# Kits born dead - how long before I rebreed?



## frenchy

Hi, I have just taken in a mini lop doe 2 days ago who I was told may be due to give birth, anyway today when I went out there were 2 dead kits in the hutch and the mum had made no attempts at all to make a nest. 

What I need to know now is when is it safe for me to remate her, how long do I need to wait?

Any advice appreciated.

Kelly


----------



## MsBinky

I'm not a breeder but how about you give her time to relax, recover, and learn to trust you. I'm sure that if she is calm and trusting, it will help her with her litters in the future. I'd wait a few months myself but I am sure a breeder can come tell you more precisely when it's safe to rebreed. It's just a suggestion. :rose:


----------



## pamnock

Does are most receptive within 3 days of giving birth - in the wild this benefits the species in lending them to a rapid reproduction rate. Doesare willing rebreed immediately after giving birth.

If the doe is in good health, I'd rebreed ASAP.

Pam


----------



## MsBinky

Pam,

Why is it important to rebreed right away? I'd like to know because I am too sentimental and I don't see it from the "physical" aspect. Lol. Not sure I say it right... Can something happen physically if not rebred right away?


----------



## Leaf

This is a general question for anyone who has knowledge on the subject:

Could this have happened due to stress of a move etc - I'd assume yes, but to make the question twofold - are there any health concerns or anything of the nature that could make this a reocurring happening?


----------



## MsBinky

Yeah, I thought the stress could have been the cause that's why I was thinking maybe letting her settle in properly would help with the next litter. 

You're right about wondering if there is something else causing it that would reoccur.

I'm really interested in how it works with breeding and how to make that decision to rebreed right away or not. I'm not being sarcastic at all, I'd really like to know.


----------



## pamnock

*MsBinky wrote: *


> Pam,
> 
> Why is it important to rebreed right away? I'd like to know because I am too sentimental and I don't see it from the "physical" aspect. Lol. Not sure I say it right... Can something happen physically if not rebred right away?



Does that are left sitting idle have a tendency to build up more fat around the reproductive organs, decreasing chances of conception and increasing chances of birthing difficulties. They are a prey animal designed for rapid reproduction due to their short life span.

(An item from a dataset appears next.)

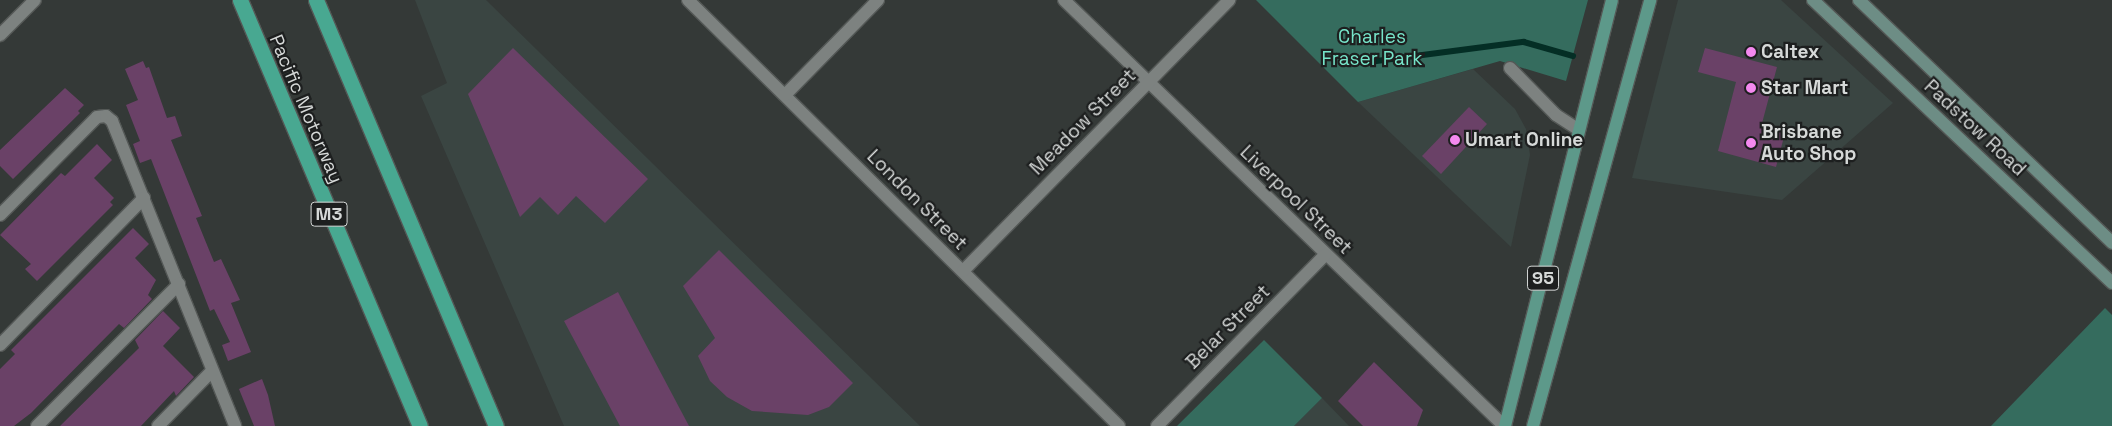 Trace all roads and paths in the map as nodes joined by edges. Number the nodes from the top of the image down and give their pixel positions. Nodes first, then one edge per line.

There can be many factors as to why the doe may have lost the litter. Winter breeding depression and sudden death of litters at this time of year is common. Genetic health factors can also be a cause of dead litters. A general rule of "3 strikes and your out" is used when determining whether or not to keep a doe in a breeding program.

Does generally adjust well to moves. I've transported pregnant does as well as does and newborn litters without problems. 

Pam


----------



## BlueGiants

Not knowing how the doe was handled before she came to you,what kind of nutrition she had, or what she was exposed to, it would be hard to judge why the kits were dead. (I've brought pregnant does into the barn and they've kindled the next day with no problems.)

I agree, I'd breed her within 4 days. She has a month to settle in before the next litter of kits are born. Plenty of time to get proper nutrition and handling. I too transport pregnant does and does with litters with no problems.


----------



## Flashy

*Leaf wrote: *


> Could this have happened due to stress of a move etc - I'd assume yes, but to make the question twofold - are there any health concerns or anything of the nature that could make this a reocurring happening?



Yes, RE stress, in some circumstances. Sandy lost her first litter in similar cirumstances and went on to become a super mum. I guess they don't want to have and raise a litter in a place they don't feel safe.

There are reasons why does could keep having dead kits, some I can think of, others I wouldn't know anything about so I'm not going to even try and go into details, but yes, there are other reasons that could make this happen again and again in terms of dead kits.


----------



## frenchy

Thanks to everyone for the input.

The doe herself seems to be in good condition, and as this was to be her first litter I can not say if she will be a good or bad mother. 

I thought they could have been stillborn due to her being a first time mum and alsoadjusting to the move and her being uncertain of what was happening to her perhaps?

I will check her tomorrow and if all seems good, try to rebreed her then.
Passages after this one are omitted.